The University of North Carolina at Charlotte recently stated [PDF file] that the Social Security numbers of of approximately 350,000 people connected to the university were exposed for as long as 15 years due to misconfigured settings.
“There were two exposure issues, one affecting general university systems of a period of approximately three months, and the other affecting UNC Charlotte’s The William States Lee College of Engineering systems over a period exceeding a decade,” the statement reads. “The University has no reason to believe that any information from either of these incidents was inappropriately accessed or that information was used for identity theft or other crime. The exposed data involved people connected to the University, and included names, addresses, social security numbers, and/or financial account information provided in association with transactions with the University.”

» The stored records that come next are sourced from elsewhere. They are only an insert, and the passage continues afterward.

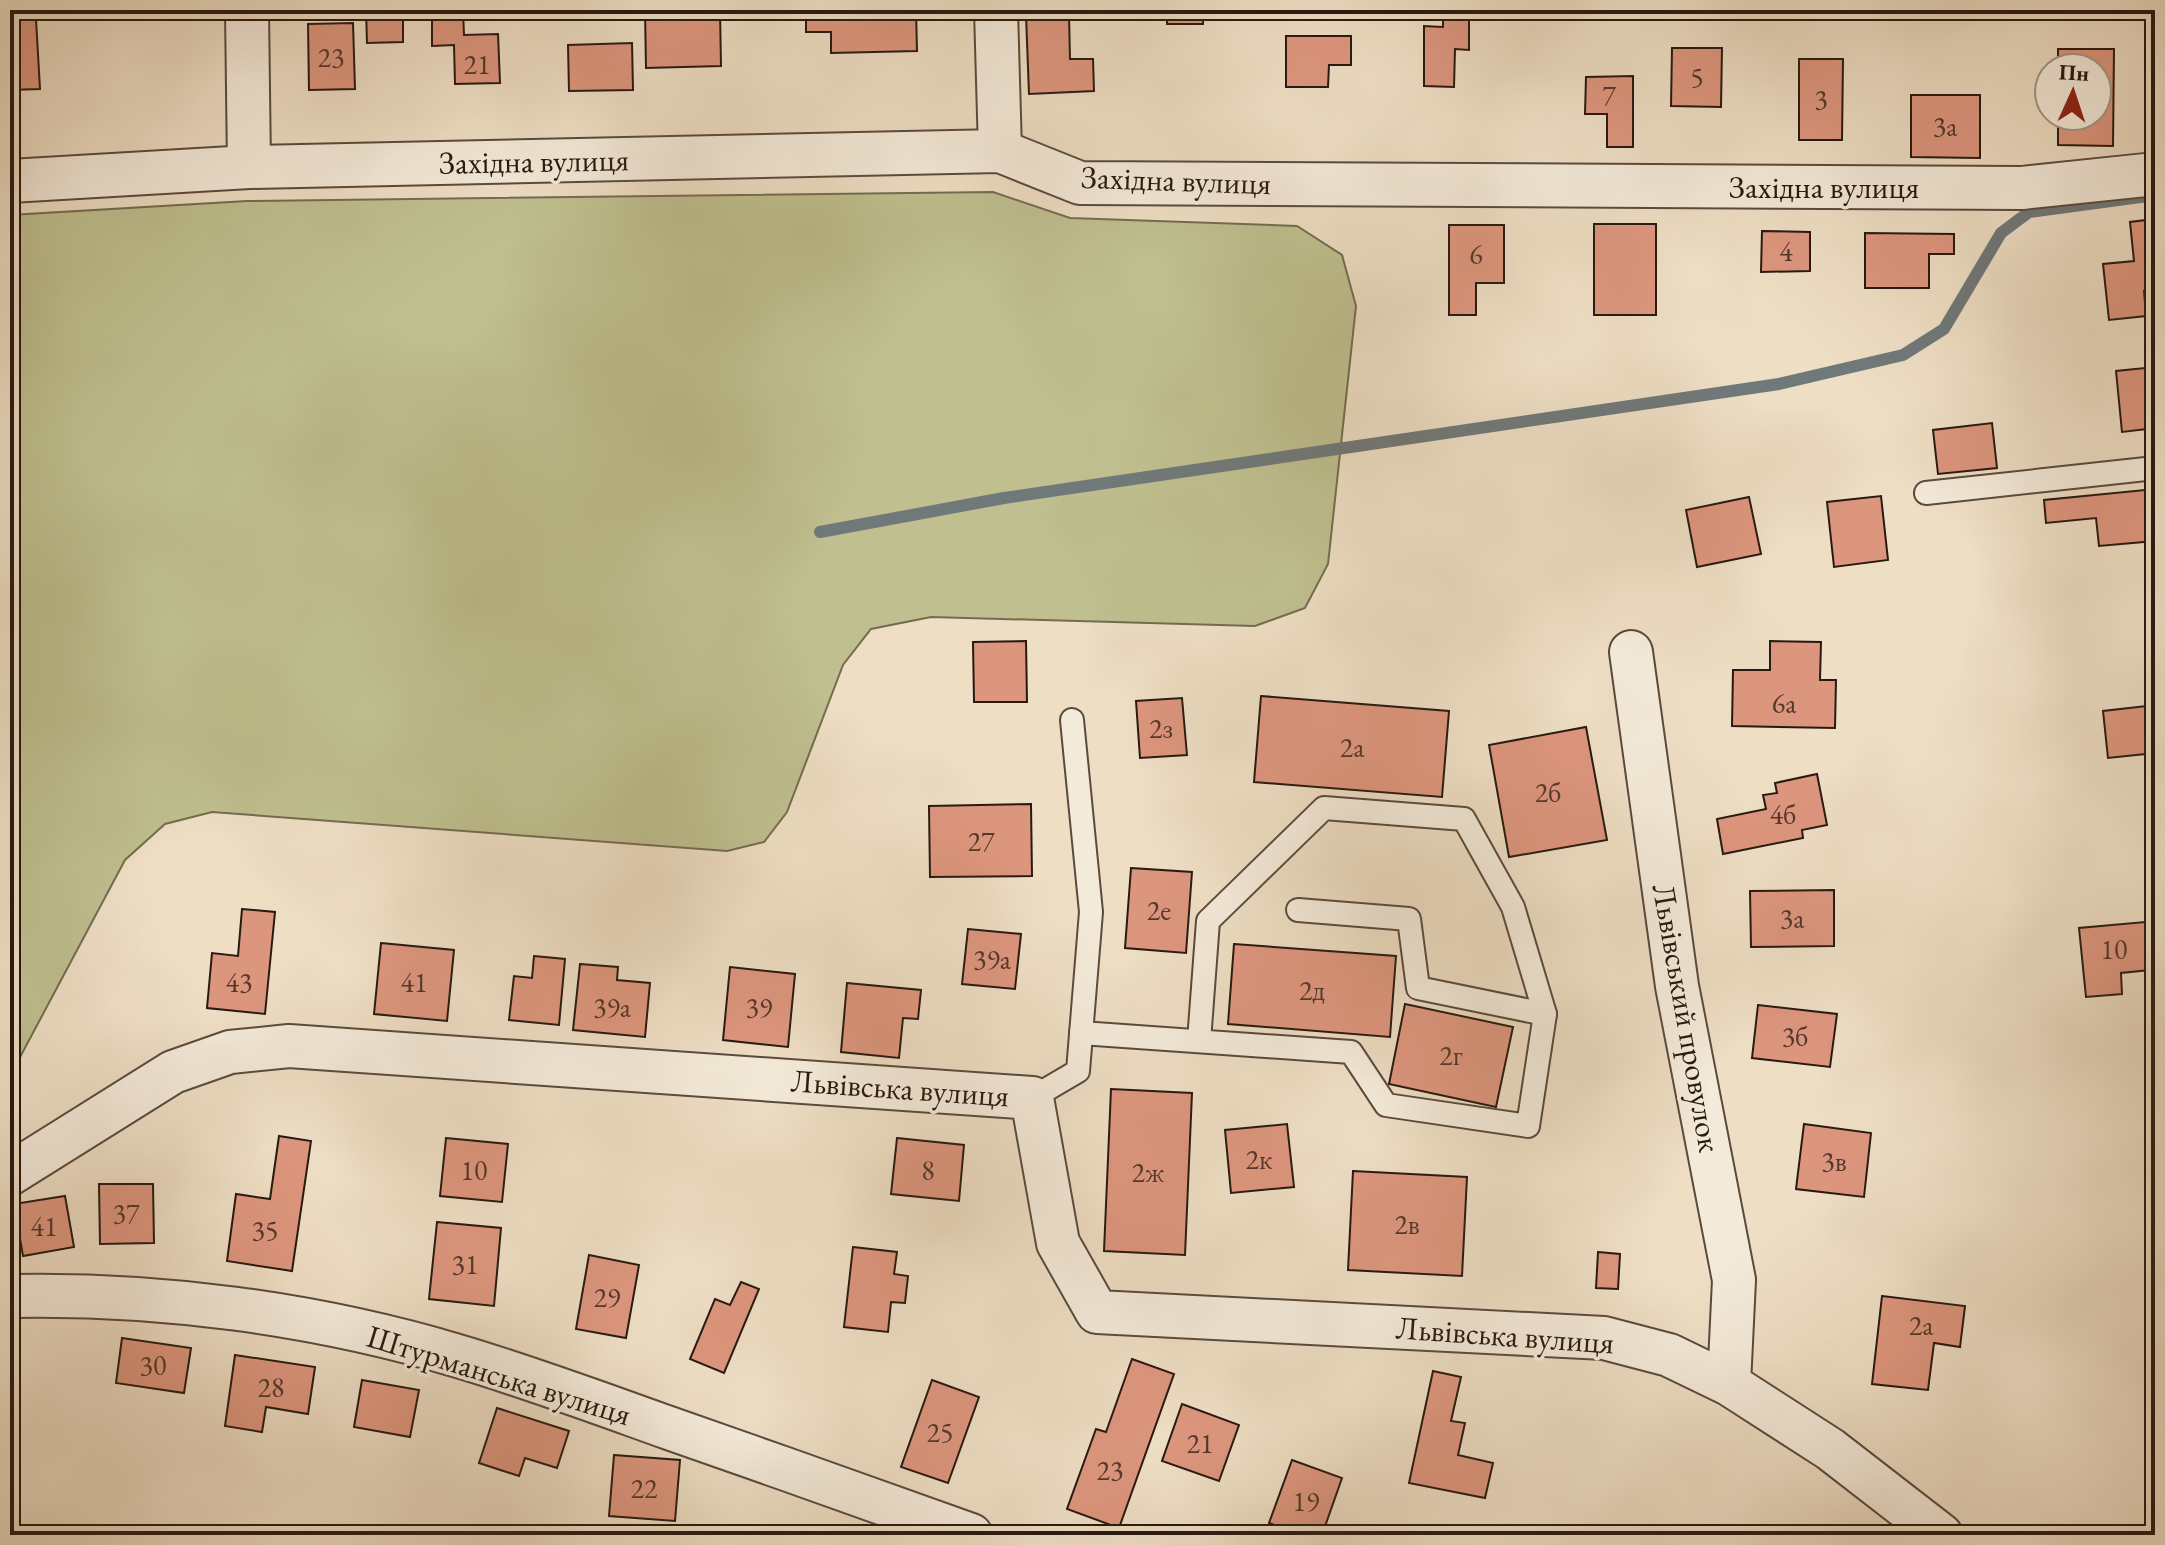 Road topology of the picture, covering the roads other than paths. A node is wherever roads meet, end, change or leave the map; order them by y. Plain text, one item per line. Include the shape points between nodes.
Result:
1 (247, 10) edge
2 (996, 10) edge
3 (1000, 151) junction
4 (249, 167) junction
5 (2155, 174) edge
6 (10, 181) edge
7 (2155, 468) edge
8 (1926, 493) dead end
9 (1631, 652) dead end
10 (1072, 720) dead end
11 (1298, 910) dead end
12 (1545, 1014) junction
13 (1081, 1033) junction
14 (1199, 1041) junction
15 (1032, 1098) junction
16 (10, 1174) edge
17 (10, 1296) edge
18 (1729, 1384) junction
19 (971, 1535) edge
20 (1941, 1535) edge

1 - 4 street
2 - 3 street
3 - 4 street, Західна вулиця
3 - 5 street, Західна вулиця via 1080,183 2022,188
4 - 6 street, Західна вулиця
7 - 8 lane
9 - 18 street, Львівський провулок via 1677,986 1734,1280
10 - 13 lane via 1091,912
11 - 12 lane via 1409,919 1418,988
12 - 14 lane via 1528,1126 1386,1105 1351,1052
12 - 14 lane via 1513,907 1464,819 1324,808 1208,921
13 - 14 lane
13 - 15 lane via 1078,1071
15 - 16 street, Львівська вулиця via 289,1046 230,1052 173,1072
15 - 18 street, Львівська вулиця via 1058,1243 1097,1312 1604,1338 1669,1355
17 - 19 street, Штурманська вулиця via 192,1304 325,1324 456,1355
18 - 20 street, Львівська вулиця via 1830,1449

“The university said it learned of the first incident on January 31, 2012, and implemented its security incident response plan. The data exposures have been ‘remediated,’ it said,” Infosecurity reports. “UNC Charlotte informed state and federal regulatory and law enforcement agencies, which assisted with the investigation and remediation.”
“Despite the extent of the exposure, school officials don’t believe any of the information was accessed improperly and have not seen evidence of identity theft,” writes Threatpost’s Anne Saita. “They have notified the victims and outlined standard steps they should take to protect themselves, such as monitoring accounts for suspicious activity and notifying the main credit bureaus and state’s Consumer Protection Division.”